Posted on Sun, 09/28/2008 - 11:13pm by Eva Lam

We all know John McCain is out of touch personally - par for the course when you can't remember how many houses you own. But did you know McCain's economic policies are equally out of touch? Actually, you probably did - but we bet you haven't yet seen it presented in shiny PDF form. Well, now all of your dreams have come true!

The Harvard Dems Legislative Committee proudly presents the first in a series of weekly briefings on issues in the 2008 election. Download the fact sheet here.

Comparing the Obama and McCain tax plans

Posted on Thu, 06/12/2008 - 5:21pm by Markus Kolic

Look:


These are from the Tax Policy Center's new report (PDF here, it's dense and detailed but worth reading if you're a wonk) on the two presidential candidates' tax plans. The differences are pretty stark: McCain wants to keep the ludicrous Bush tax cuts (and, incredibly, cut corporate tax even more), while Obama wants to roll them back on the wealthy and introduce targeted exemptions and credits for everyone else. Consequently, as you can see above, the Obama plan produces an immediate gain for the bottom 80%, while McCain's is helpful to the top fringe. In the long term, working-class and middle-class Americans will benefit more greatly from the Obama plan, while McCain's plan overwhelmingly favors the ultrarich elite.

Another illuminating policy difference is the estate tax, which is levied on multimilliondollar inheritances (read: Daddy's yacht. And to preempt the inevitable Harvard Republican rebuttal, no, family farms and 96% of small businesses are NOT affected by the estate tax. Do your research). Obama will keep the current exemption levels (slated for $3.5 million in 2009) and set the rate above exemption at a sensible 45%. McCain, however, would raise the exemption to $5 million -- meaning someone who inherits $4.9 million would pay nothing on it -- and set the rate at just 15%. You don't need an economics degree to figure out what's happening there.

So in short: Democratic policy supports the interests of the middle and working class, while Republican policy amounts to a handout to the superrich elite. In other news, grass is green and the sky is blue. But this is a helpful reminder of both how radical John McCain (and the entire Republican Party) really is, and how basic the issues really are in 2008.

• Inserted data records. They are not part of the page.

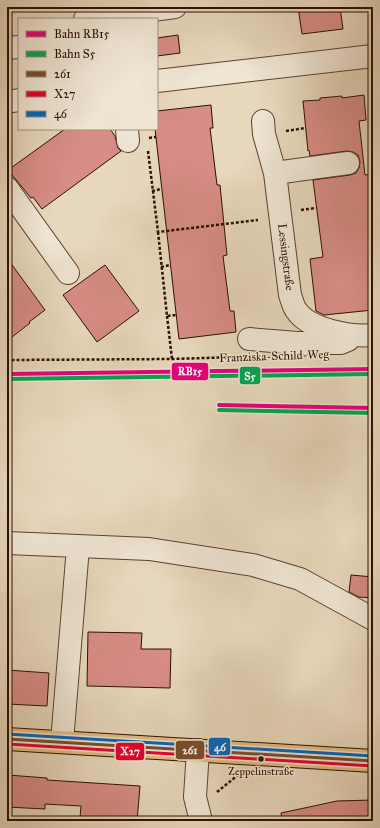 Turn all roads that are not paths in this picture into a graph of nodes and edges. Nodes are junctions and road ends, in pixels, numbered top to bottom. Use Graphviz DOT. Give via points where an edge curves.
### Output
graph roads {
  1 [pos="176,7"];
  2 [pos="93,18"];
  3 [pos="18,47"];
  4 [pos="7,48"];
  5 [pos="373,56"];
  6 [pos="158,81"];
  7 [pos="18,100"];
  8 [pos="7,102"];
  9 [pos="264,122"];
  10 [pos="348,163"];
  11 [pos="275,173"];
  12 [pos="7,188"];
  13 [pos="68,273"];
  14 [pos="367,335"];
  15 [pos="245,348"];
  16 [pos="7,543"];
  17 [pos="78,547"];
  18 [pos="373,619"];
  19 [pos="7,739"];
  20 [pos="62,742"];
  21 [pos="198,750"];
  22 [pos="373,761"];
  23 [pos="201,821"];
  1 -- 2 [label="street"];
  3 -- 4 [label="street"];
  5 -- 6 [label="street"];
  7 -- 8 [label="street"];
  9 -- 11 [label="street, Lessingstraße" via="264,134"];
  10 -- 11 [label="street"];
  11 -- 14 [label="street, Lessingstraße" via="290,295 296,310 309,322 330,331"];
  12 -- 13 [label="street"];
  14 -- 15 [label="street" via="341,342"];
  16 -- 17 [label="street"];
  17 -- 18 [label="street" via="149,549 253,565 300,579"];
  17 -- 20 [label="street"];
  19 -- 20 [label="main road"];
  20 -- 21 [label="main road"];
  21 -- 22 [label="main road"];
  21 -- 23 [label="street" via="195,797"];
}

(from TaxProfBlog via TPM)

UPDATE (Monday, June 16): Paul Krugman argues in his column today that Obama doesn't go far enough in raising revenue, and has accepted the conservative framework that tax cuts are the best thing you can do for working people. It's a valid argument, but I think -- and this is one of the only times I've ever found myself disagreeing with Paul Krugman -- the key thing is the progressivity of the tax system. Raising taxes on the rich is preferable to raising taxes on everybody, and Obama's plan embraces that philosophy (in a way, also, that will make it very palatable to the public). The revenue we need for UHC and deficit reduction and whatever else can come from spending cuts (esp. in defense once we're out of Iraq) and further tax hikes on corporations and the highest brackets.

Ahem

Posted on Sat, 10/27/2007 - 5:08pm by Markus Kolic

Not to toot my own horn, but:

Republicans seem to be losing the anti-tax card that has helped them win elections over more than a quarter- century. A majority of poll respondents oppose leading Republican presidential candidates' plans to cut taxes on corporate profits and maintain lower rates on investment income such as capital gains and dividends.

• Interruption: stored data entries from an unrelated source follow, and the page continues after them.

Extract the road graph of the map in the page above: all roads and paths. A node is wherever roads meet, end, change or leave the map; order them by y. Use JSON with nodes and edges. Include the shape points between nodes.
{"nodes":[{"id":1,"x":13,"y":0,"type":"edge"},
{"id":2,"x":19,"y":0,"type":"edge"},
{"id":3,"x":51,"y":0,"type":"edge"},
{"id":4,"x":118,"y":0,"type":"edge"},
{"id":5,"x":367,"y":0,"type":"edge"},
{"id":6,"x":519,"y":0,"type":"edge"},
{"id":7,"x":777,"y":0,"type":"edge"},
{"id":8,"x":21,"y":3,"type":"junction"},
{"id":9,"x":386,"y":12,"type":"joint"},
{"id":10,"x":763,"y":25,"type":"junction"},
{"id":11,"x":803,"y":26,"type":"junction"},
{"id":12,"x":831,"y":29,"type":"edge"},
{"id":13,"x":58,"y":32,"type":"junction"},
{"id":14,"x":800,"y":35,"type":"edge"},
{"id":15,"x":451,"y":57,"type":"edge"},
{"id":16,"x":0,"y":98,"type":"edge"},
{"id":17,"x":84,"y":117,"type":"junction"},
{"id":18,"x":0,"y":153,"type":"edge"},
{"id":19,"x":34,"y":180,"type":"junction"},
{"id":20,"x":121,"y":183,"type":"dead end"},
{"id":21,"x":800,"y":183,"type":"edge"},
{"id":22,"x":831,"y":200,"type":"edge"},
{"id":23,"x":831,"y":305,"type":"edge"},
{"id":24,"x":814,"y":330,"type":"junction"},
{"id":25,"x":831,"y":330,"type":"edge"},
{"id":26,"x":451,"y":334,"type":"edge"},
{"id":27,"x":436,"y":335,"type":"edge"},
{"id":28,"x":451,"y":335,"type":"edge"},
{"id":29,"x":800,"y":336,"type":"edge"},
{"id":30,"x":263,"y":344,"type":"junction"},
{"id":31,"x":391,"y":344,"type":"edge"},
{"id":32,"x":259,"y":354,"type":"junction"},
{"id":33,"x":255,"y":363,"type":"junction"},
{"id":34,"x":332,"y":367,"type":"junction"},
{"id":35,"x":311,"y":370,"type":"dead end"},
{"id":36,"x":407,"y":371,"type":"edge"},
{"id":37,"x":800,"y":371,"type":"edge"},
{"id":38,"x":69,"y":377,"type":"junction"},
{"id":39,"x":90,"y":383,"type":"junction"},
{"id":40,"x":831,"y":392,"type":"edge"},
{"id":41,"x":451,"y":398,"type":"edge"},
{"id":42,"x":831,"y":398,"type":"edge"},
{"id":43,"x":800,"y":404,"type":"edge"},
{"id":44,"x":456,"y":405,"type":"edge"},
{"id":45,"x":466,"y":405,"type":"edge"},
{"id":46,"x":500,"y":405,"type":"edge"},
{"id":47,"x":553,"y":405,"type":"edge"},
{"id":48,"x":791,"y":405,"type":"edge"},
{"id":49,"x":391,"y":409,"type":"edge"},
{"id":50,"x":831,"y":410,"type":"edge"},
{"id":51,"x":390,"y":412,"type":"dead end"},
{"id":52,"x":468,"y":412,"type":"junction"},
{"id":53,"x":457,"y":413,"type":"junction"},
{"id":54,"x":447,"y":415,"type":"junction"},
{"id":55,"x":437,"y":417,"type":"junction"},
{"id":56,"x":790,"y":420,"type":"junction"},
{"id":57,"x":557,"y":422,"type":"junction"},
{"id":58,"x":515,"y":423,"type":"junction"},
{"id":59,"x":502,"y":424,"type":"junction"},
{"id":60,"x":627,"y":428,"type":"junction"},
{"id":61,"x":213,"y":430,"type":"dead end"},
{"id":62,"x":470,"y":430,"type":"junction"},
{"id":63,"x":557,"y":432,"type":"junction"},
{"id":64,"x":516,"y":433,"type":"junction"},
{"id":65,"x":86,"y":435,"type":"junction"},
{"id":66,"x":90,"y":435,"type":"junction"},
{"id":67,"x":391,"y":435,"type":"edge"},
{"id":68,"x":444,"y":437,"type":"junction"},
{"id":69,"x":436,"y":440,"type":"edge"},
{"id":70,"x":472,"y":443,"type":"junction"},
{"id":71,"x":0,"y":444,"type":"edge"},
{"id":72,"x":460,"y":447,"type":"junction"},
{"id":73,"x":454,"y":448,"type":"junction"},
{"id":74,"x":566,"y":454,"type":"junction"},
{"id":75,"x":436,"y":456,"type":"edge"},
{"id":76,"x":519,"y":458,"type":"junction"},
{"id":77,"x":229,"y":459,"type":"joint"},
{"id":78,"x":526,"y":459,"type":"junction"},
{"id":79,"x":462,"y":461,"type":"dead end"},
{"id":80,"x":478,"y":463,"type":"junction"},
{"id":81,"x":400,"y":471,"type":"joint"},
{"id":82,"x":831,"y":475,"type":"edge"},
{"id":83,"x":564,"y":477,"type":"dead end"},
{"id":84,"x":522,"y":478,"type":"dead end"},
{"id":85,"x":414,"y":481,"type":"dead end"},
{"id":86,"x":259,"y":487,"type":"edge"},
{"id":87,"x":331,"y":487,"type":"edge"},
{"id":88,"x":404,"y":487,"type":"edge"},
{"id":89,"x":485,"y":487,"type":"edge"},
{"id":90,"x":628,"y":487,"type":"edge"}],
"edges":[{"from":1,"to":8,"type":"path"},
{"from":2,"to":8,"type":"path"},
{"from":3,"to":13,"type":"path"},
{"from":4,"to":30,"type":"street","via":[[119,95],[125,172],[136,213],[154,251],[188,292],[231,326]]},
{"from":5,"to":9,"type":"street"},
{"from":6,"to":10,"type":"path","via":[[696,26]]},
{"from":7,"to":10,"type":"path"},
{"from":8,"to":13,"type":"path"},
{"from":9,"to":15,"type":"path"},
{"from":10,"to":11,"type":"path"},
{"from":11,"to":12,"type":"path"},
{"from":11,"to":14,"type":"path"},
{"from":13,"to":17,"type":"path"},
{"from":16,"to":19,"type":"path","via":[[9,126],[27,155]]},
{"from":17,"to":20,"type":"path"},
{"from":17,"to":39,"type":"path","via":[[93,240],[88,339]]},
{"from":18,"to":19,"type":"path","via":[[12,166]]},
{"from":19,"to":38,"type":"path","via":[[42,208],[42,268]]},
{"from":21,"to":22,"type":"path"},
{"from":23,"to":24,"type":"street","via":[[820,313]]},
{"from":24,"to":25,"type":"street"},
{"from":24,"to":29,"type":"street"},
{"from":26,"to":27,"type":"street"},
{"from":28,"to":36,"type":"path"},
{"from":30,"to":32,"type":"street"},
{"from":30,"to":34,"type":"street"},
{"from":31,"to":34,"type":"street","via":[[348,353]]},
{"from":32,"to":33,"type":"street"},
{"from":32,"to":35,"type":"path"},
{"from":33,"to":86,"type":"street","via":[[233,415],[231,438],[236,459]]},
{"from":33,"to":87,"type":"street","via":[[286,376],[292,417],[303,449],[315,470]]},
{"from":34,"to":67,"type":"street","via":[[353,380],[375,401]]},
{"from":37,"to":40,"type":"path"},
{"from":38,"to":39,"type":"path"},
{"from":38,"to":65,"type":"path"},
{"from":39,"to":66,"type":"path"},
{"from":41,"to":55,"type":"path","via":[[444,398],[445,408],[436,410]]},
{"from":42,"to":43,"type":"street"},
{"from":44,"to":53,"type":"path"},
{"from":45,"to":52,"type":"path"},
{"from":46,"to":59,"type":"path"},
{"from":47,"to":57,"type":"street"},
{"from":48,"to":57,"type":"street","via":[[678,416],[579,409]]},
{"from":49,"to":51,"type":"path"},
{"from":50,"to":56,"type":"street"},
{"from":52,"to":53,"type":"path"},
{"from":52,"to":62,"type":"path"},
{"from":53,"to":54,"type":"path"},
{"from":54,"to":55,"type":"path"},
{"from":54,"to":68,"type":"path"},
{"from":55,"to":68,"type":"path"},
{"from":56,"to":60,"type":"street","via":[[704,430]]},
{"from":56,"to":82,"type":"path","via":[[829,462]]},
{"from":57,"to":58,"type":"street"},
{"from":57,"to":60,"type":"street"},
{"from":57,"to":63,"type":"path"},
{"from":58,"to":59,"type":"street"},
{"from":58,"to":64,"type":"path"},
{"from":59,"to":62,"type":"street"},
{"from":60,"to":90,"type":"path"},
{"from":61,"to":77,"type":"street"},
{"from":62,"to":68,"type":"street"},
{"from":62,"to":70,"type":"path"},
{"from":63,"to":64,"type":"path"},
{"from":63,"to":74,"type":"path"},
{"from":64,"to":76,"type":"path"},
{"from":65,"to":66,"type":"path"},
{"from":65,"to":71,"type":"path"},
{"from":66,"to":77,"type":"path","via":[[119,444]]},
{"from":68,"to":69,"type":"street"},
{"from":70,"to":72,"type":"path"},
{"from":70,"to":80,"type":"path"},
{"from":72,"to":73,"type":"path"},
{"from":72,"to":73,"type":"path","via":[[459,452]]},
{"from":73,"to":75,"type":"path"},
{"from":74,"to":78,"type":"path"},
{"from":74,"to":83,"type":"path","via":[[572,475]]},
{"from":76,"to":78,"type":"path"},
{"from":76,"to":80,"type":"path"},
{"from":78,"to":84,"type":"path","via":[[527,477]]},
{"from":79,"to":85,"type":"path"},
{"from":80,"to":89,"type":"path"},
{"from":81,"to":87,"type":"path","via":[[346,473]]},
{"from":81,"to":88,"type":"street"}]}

A majority of Americans also say they would tolerate higher taxes to help pay for universal health care... By 52 percent to 36 percent, Americans favored health and education spending as a better economic stimulus than tax cuts.

R.I.P. Reaganomics. Like I've been saying, old-fashioned Republican complaints about tax and spending are losing their traction entirely (no matter how much they may crow about Charlie Rangel).

Bloomberg poll writeup here: full results & methodology from the L.A. Times here. I hope to write at length about this poll shortly; some of the breakdowns by gender and income level are worth further investigation.

Meanwhile, here's one other figure that jumps out: 13% of American households contain someone who's "staying in a job they want to leave mainly because of fear of losing your health insurance". Think about that: One in ten American families are being held back from employment opportunities because they can't trust our health care system. That's not right. (Also, interestingly, that figure holds pretty steady across income groups; people in solid middle-class or even upper-class jobs are just as afraid of being left without insurance.) I wonder what Jacob Hacker, who has been arguing for years that the most serious consequence of the modern economy is a spread of economic risk, has to say about this...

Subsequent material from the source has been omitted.